It’s been 9 years since I last wore my nurse’s uniform. Though I left this profession a long time ago, I feel that my instincts as a nurse have somewhat remained. This is why after learning of the widespread measures implemented in response to the new coronavirus outbreak, I couldn’t help but worry about the immediate future. I worry for my personal health, my family, my friends, my job, the health workers battling the outbreak, the economy. I worry about the general state of our country, really.
The health of a person is ultimately tied to the realities of his country. I realized this the hard way when back in college I witnessed firsthand the sad state of our health system. I had my training in a number of public hospitals and signs of the harsh reality were ubiquitous: doctors and nurses with their heavy workload, inadequate compensation, low supplies, heightened occupational risk, emotional and psychological burnout. I still recall how in some parts patients could not afford basics like disposable syringes and gloves while hospitals had limited stocks. Health workers had to be creative and resourceful, keeping their hands and minds busy for ways to bridge gaps. Whatever policies in place were not enough, and both health worker and patient suffered. The pain of my patient who couldn’t buy her medicine and the fatigue of my mentors can be ultimately traced to the problems that beset our health institutions.
Now that Filipinos scramble to brace themselves against the outbreak, these memories come back to haunt me.
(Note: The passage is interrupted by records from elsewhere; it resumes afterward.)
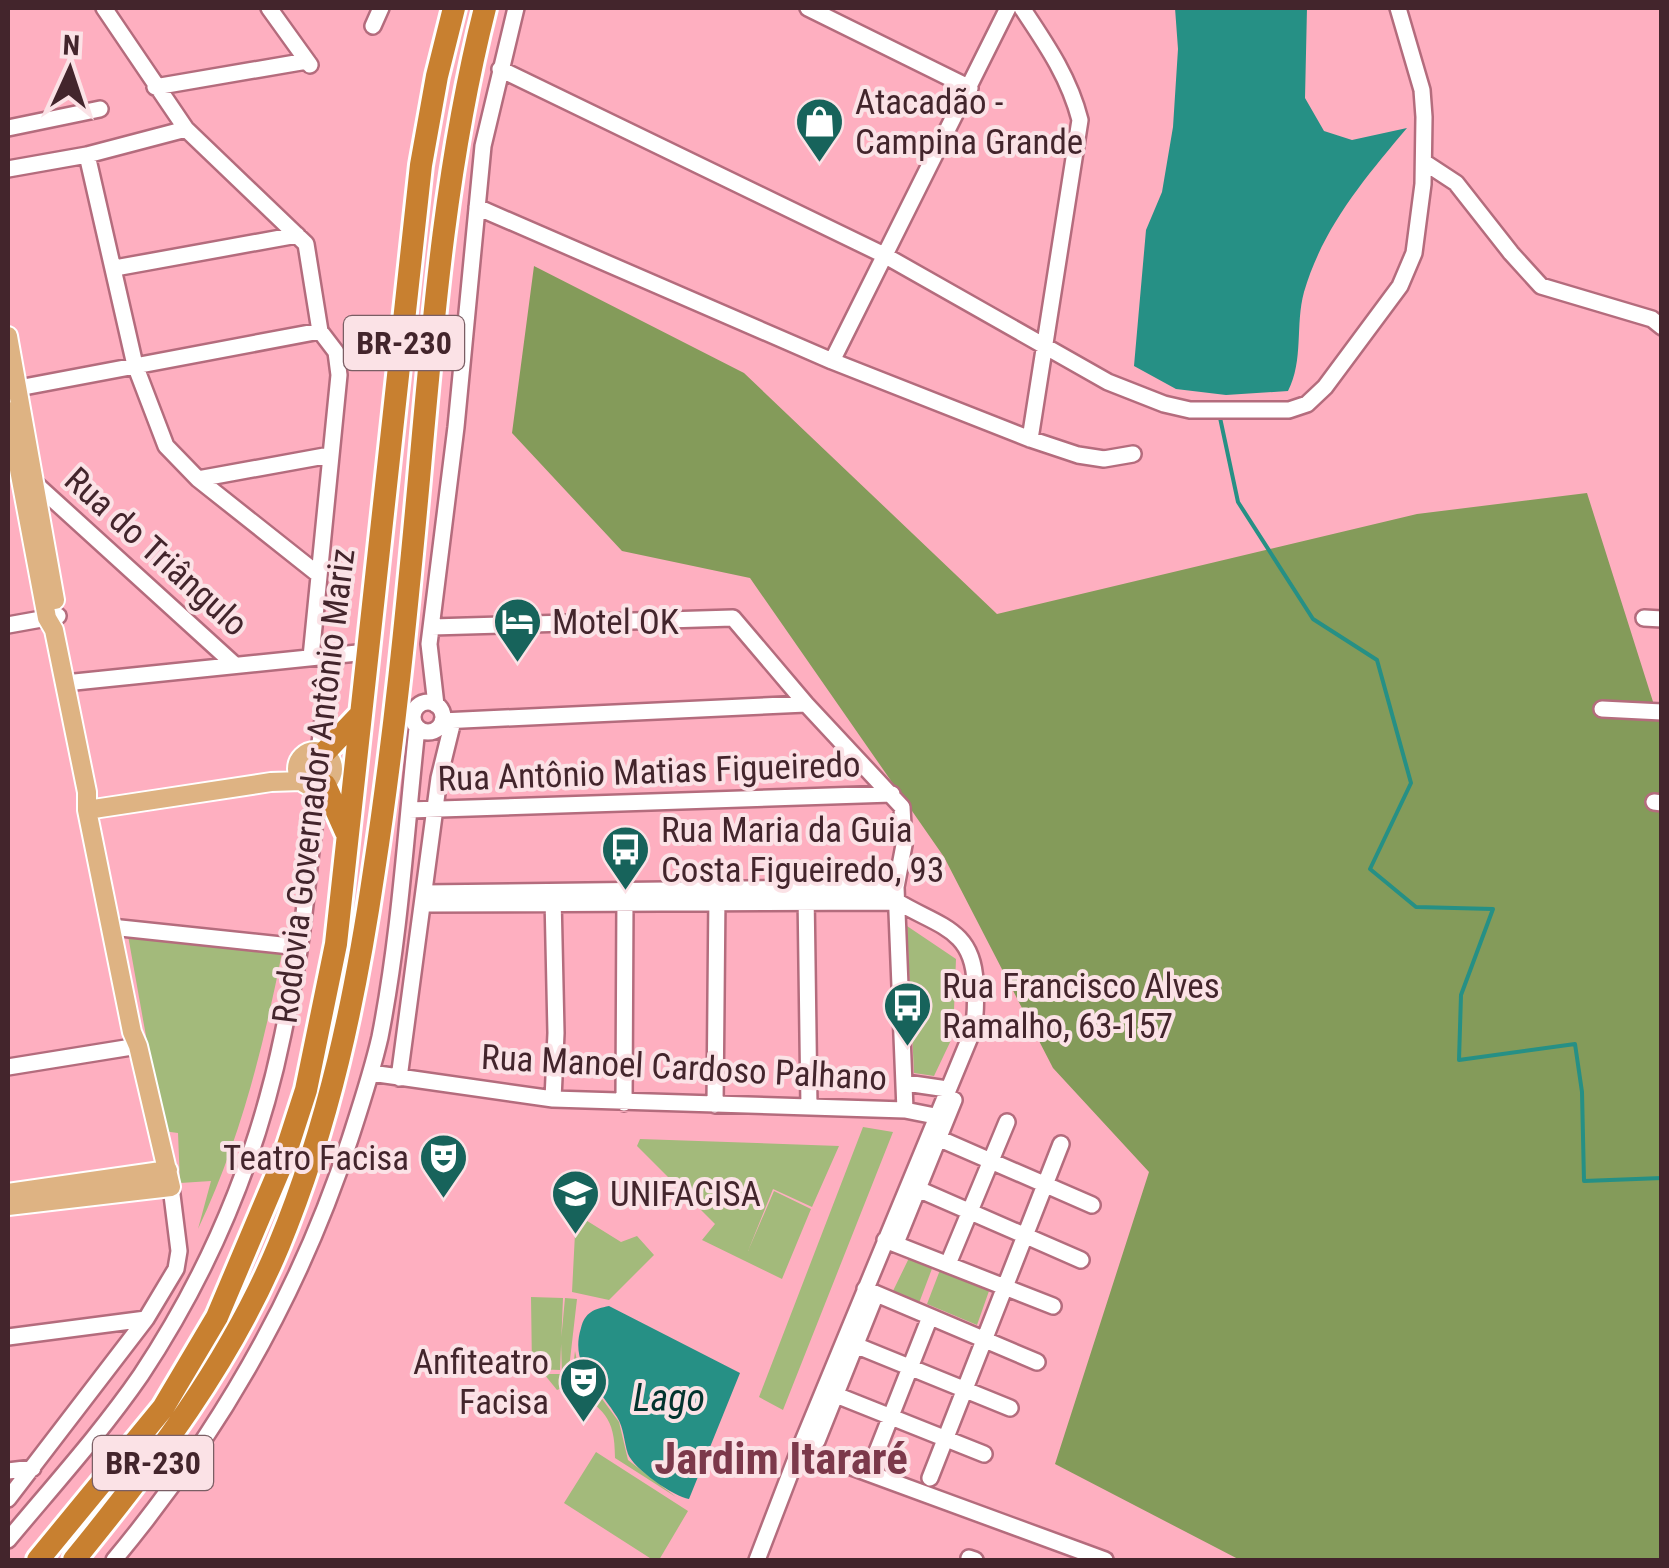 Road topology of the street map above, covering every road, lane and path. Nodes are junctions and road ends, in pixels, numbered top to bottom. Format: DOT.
graph roads {
  1 [pos="104,8"];
  2 [pos="269,8"];
  3 [pos="382,8"];
  4 [pos="454,8"];
  5 [pos="486,8"];
  6 [pos="516,8"];
  7 [pos="808,8"];
  8 [pos="1008,8"];
  9 [pos="1022,8"];
  10 [pos="1398,8"];
  11 [pos="373,26"];
  12 [pos="500,70"];
  13 [pos="155,87"];
  14 [pos="970,88"];
  15 [pos="100,109"];
  16 [pos="8,128"];
  17 [pos="186,128"];
  18 [pos="87,155"];
  19 [pos="1424,162"];
  20 [pos="8,169"];
  21 [pos="477,206"];
  22 [pos="297,235"];
  23 [pos="884,255"];
  24 [pos="115,268"];
  25 [pos="1662,327"];
  26 [pos="320,331"];
  27 [pos="8,336"];
  28 [pos="1044,345"];
  29 [pos="832,362"];
  30 [pos="135,365"];
  31 [pos="14,390"];
  32 [pos="8,411"];
  33 [pos="1030,440"];
  34 [pos="1134,454"];
  35 [pos="330,455"];
  36 [pos="198,479"];
  37 [pos="37,485"];
  38 [pos="319,575"];
  39 [pos="1644,618"];
  40 [pos="1662,619"];
  41 [pos="53,621"];
  42 [pos="8,625"];
  43 [pos="432,626"];
  44 [pos="367,652"];
  45 [pos="331,655"];
  46 [pos="311,657"];
  47 [pos="401,661"];
  48 [pos="235,665"];
  49 [pos="65,683"];
  50 [pos="806,704"];
  51 [pos="425,705"];
  52 [pos="1602,709"];
  53 [pos="1662,712"];
  54 [pos="362,714"];
  55 [pos="436,725"];
  56 [pos="322,752"];
  57 [pos="310,781"];
  58 [pos="892,794"];
  59 [pos="90,803"];
  60 [pos="409,810"];
  61 [pos="437,810"];
  62 [pos="346,832"];
  63 [pos="806,894"];
  64 [pos="897,894"];
  65 [pos="716,896"];
  66 [pos="625,898"];
  67 [pos="423,899"];
  68 [pos="553,899"];
  69 [pos="117,926"];
  70 [pos="300,947"];
  71 [pos="138,1046"];
  72 [pos="8,1067"];
  73 [pos="371,1074"];
  74 [pos="399,1078"];
  75 [pos="906,1084"];
  76 [pos="950,1094"];
  77 [pos="554,1100"];
  78 [pos="624,1103"];
  79 [pos="715,1105"];
  80 [pos="809,1107"];
  81 [pos="905,1110"];
  82 [pos="935,1116"];
  83 [pos="1007,1122"];
  84 [pos="938,1138"];
  85 [pos="1060,1144"];
  86 [pos="991,1161"];
  87 [pos="170,1179"];
  88 [pos="1045,1185"];
  89 [pos="918,1189"];
  90 [pos="8,1193"];
  91 [pos="1092,1205"];
  92 [pos="8,1206"];
  93 [pos="970,1212"];
  94 [pos="1025,1235"];
  95 [pos="890,1242"];
  96 [pos="1081,1260"];
  97 [pos="948,1264"];
  98 [pos="1005,1286"];
  99 [pos="870,1291"];
  100 [pos="1053,1306"];
  101 [pos="930,1316"];
  102 [pos="146,1318"];
  103 [pos="8,1338"];
  104 [pos="984,1339"];
  105 [pos="856,1345"];
  106 [pos="1037,1362"];
  107 [pos="910,1367"];
  108 [pos="964,1389"];
  109 [pos="836,1395"];
  110 [pos="1010,1408"];
  111 [pos="890,1417"];
  112 [pos="945,1438"];
  113 [pos="818,1441"];
  114 [pos="800,1448"];
  115 [pos="984,1454"];
  116 [pos="874,1459"];
  117 [pos="32,1468"];
  118 [pos="8,1470"];
  119 [pos="930,1478"];
  120 [pos="8,1499"];
  121 [pos="8,1540"];
  122 [pos="1063,1544"];
  123 [pos="38,1560"];
  124 [pos="74,1560"];
  125 [pos="114,1560"];
  126 [pos="757,1560"];
  127 [pos="1057,1560"];
  128 [pos="1105,1560"];
  1 -- 13 [label="street"];
  2 -- 13 [label="street"];
  3 -- 11 [label="street"];
  4 -- 44 [label="highway, Rodovia Governador Antônio Mariz / BR-230"];
  5 -- 47 [label="highway, Rodovia Governador Antônio Mariz / BR-230"];
  6 -- 12 [label="street, BR-230"];
  7 -- 14 [label="street"];
  8 -- 14 [label="street"];
  9 -- 28 [label="street"];
  10 -- 19 [label="street"];
  12 -- 21 [label="street, BR-230"];
  12 -- 23 [label="street"];
  13 -- 17 [label="street"];
  14 -- 23 [label="street"];
  15 -- 16 [label="street"];
  17 -- 18 [label="street"];
  17 -- 22 [label="street"];
  18 -- 20 [label="street"];
  18 -- 24 [label="street"];
  19 -- 25 [label="street"];
  19 -- 28 [label="street"];
  21 -- 29 [label="street"];
  21 -- 43 [label="street, BR-230"];
  22 -- 24 [label="street"];
  22 -- 26 [label="street"];
  23 -- 28 [label="street"];
  23 -- 29 [label="street"];
  24 -- 30 [label="street"];
  26 -- 30 [label="street"];
  26 -- 35 [label="street"];
  27 -- 31 [label="main road"];
  28 -- 33 [label="street"];
  29 -- 33 [label="street"];
  30 -- 31 [label="street"];
  30 -- 36 [label="street"];
  31 -- 37 [label="main road"];
  32 -- 41 [label="main road"];
  33 -- 34 [label="street"];
  35 -- 36 [label="street"];
  35 -- 38 [label="street"];
  36 -- 38 [label="street"];
  37 -- 41 [label="main road"];
  37 -- 48 [label="street, Rua do Triângulo"];
  38 -- 46 [label="street"];
  39 -- 40 [label="street"];
  41 -- 42 [label="street"];
  41 -- 49 [label="main road"];
  43 -- 50 [label="street"];
  43 -- 51 [label="street, BR-230"];
  44 -- 45 [label="street"];
  44 -- 54 [label="highway, Rodovia Governador Antônio Mariz / BR-230"];
  45 -- 46 [label="street"];
  45 -- 56 [label="street"];
  46 -- 48 [label="street"];
  47 -- 51 [label="street"];
  47 -- 124 [label="highway, Rodovia Governador Antônio Mariz / BR-230"];
  48 -- 49 [label="street"];
  49 -- 59 [label="main road"];
  50 -- 55 [label="street"];
  50 -- 58 [label="street"];
  51 -- 55 [label="street"];
  51 -- 55 [label="street"];
  52 -- 53 [label="street"];
  54 -- 56 [label="highway"];
  54 -- 62 [label="highway, Rodovia Governador Antônio Mariz / BR-230"];
  55 -- 60 [label="street, BR-230"];
  55 -- 61 [label="street"];
  56 -- 57 [label="main road"];
  56 -- 57 [label="main road"];
  57 -- 59 [label="main road"];
  57 -- 62 [label="highway"];
  57 -- 70 [label="street"];
  58 -- 61 [label="street, Rua Antônio Matias Figueiredo"];
  58 -- 64 [label="street"];
  59 -- 69 [label="main road"];
  60 -- 61 [label="street, Rua Antônio Matias Figueiredo"];
  60 -- 73 [label="street, BR-230"];
  61 -- 67 [label="street"];
  62 -- 123 [label="highway, Rodovia Governador Antônio Mariz / BR-230"];
  63 -- 64 [label="street"];
  63 -- 65 [label="street"];
  63 -- 80 [label="street"];
  64 -- 75 [label="street"];
  64 -- 76 [label="street"];
  65 -- 66 [label="street"];
  65 -- 79 [label="street"];
  66 -- 68 [label="street"];
  66 -- 78 [label="street"];
  67 -- 68 [label="street"];
  67 -- 74 [label="street"];
  68 -- 77 [label="street"];
  69 -- 70 [label="street"];
  69 -- 71 [label="main road"];
  70 -- 121 [label="street"];
  71 -- 72 [label="street"];
  71 -- 87 [label="main road"];
  73 -- 74 [label="street, Rua Manoel Cardoso Palhano"];
  73 -- 125 [label="street, BR-230"];
  74 -- 77 [label="street, Rua Manoel Cardoso Palhano"];
  75 -- 76 [label="street"];
  75 -- 81 [label="street"];
  76 -- 82 [label="street"];
  76 -- 84 [label="street"];
  77 -- 78 [label="street, Rua Manoel Cardoso Palhano"];
  78 -- 79 [label="street, Rua Manoel Cardoso Palhano"];
  79 -- 80 [label="street, Rua Manoel Cardoso Palhano"];
  80 -- 81 [label="street, Rua Manoel Cardoso Palhano"];
  81 -- 82 [label="street, Rua Manoel Cardoso Palhano"];
  82 -- 95 [label="street"];
  83 -- 86 [label="street"];
  84 -- 86 [label="street"];
  84 -- 89 [label="street"];
  85 -- 88 [label="street"];
  86 -- 88 [label="street"];
  86 -- 93 [label="street"];
  87 -- 90 [label="main road"];
  87 -- 92 [label="main road"];
  87 -- 102 [label="street"];
  88 -- 91 [label="street"];
  88 -- 94 [label="street"];
  89 -- 93 [label="street"];
  89 -- 95 [label="street"];
  93 -- 94 [label="street"];
  93 -- 97 [label="street"];
  94 -- 96 [label="street"];
  94 -- 98 [label="street"];
  95 -- 97 [label="street"];
  95 -- 99 [label="street"];
  97 -- 98 [label="street"];
  98 -- 100 [label="street"];
  98 -- 104 [label="street"];
  99 -- 101 [label="street"];
  99 -- 105 [label="street"];
  99 -- 114 [label="street"];
  101 -- 104 [label="street"];
  101 -- 107 [label="street"];
  102 -- 103 [label="street"];
  102 -- 117 [label="street"];
  104 -- 106 [label="street"];
  104 -- 108 [label="street"];
  105 -- 107 [label="street"];
  105 -- 109 [label="street"];
  107 -- 108 [label="street"];
  107 -- 111 [label="street"];
  108 -- 110 [label="street"];
  108 -- 112 [label="street"];
  109 -- 111 [label="street"];
  109 -- 113 [label="street"];
  111 -- 112 [label="street"];
  111 -- 116 [label="street"];
  112 -- 115 [label="street"];
  112 -- 119 [label="street"];
  114 -- 122 [label="street"];
  114 -- 126 [label="street"];
  117 -- 118 [label="street"];
  117 -- 120 [label="street"];
  122 -- 127 [label="street"];
  122 -- 128 [label="street"];
}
If on any given day our public hospitals are at risk of being overwhelmed, what more if the number of patients rises to the thousands? The health system has improved in some ways over the last years. An increase in government nurses’ salary has been mandated, for instance. But such victories were hard-fought and fraught with new setbacks. New nurses are inducted every year, but many also leave for better prospects on foreign shores. Just last year, the country’s health fund for 2020 was slashed by P10 billion, which undoubtedly further burdened our already beleaguered health system. The budget cut was criticized then when the country faced outbreaks of polio, measles, and dengue. But this misstep seems glaring in light of the current outbreak. It can be argued that no one could have foretold a pandemic was imminent, but prudence dictates that skimping on public health is always a risky move.
We Filipinos are resilient. We’ve endured conflicts, plagues, and disasters throughout history. Still here we are, looking forward to tomorrow with high hopes, our resolute morale our defining trait. But as we face this challenge, one that may turn out to be our greatest in many years, can we really bank on just our resilience? Will our fighting spirit suffice? This country cannot thrive if its health system is fragile by default. Each health crisis like the one in our midst today could leave the country reeling and weaker. It’s a very dangerous game we play when resiliency is our only card. The day may come when we encounter a crisis where the odds are stacked against us and the numbers are less forgiving.
A strong and efficient health system is by no means the only key to a flourishing country. But it certainly is one of its foundations. The fact that we now look to our experts, health workers, and institutions for guidance and solutions emphasizes the crucial role they play in our lives. But how will the health system serve the people if it is weighed down?
As I write this, I do my best to allay my fears. I tell myself that there is hope and that we shall overcome. Good news helps, including the development of more affordable test kits by Filipino scientists from the University of the Philippines. But I’m also reminded of the sacrifices of our health workers and experts – the long hours they bear, the risks they brave, the exhaustion they feel, their race against time, and it leads me to a single conclusion: things must change for our health system not just for the current outbreak but for all crises to come.
I do not pretend to know the answer to this predicament, but perhaps part of it is showing our support to our health workers. We must bear in mind that health workers’ struggle is everyone’s struggle, and we must find ways big and small to advocate for their welfare, from sincere expressions of gratitude to supporting concrete policies that improve their working conditions. The government and those in positions of power, in particular, must take the long view and prioritize the provision of essential resources. Uplifting our health workers uplifts our health system, and uplifting our health system uplifts our country. – Rappler.com
Tristan Lugod was trained as a nurse. He now works as writer and editor for a writing firm in Makati.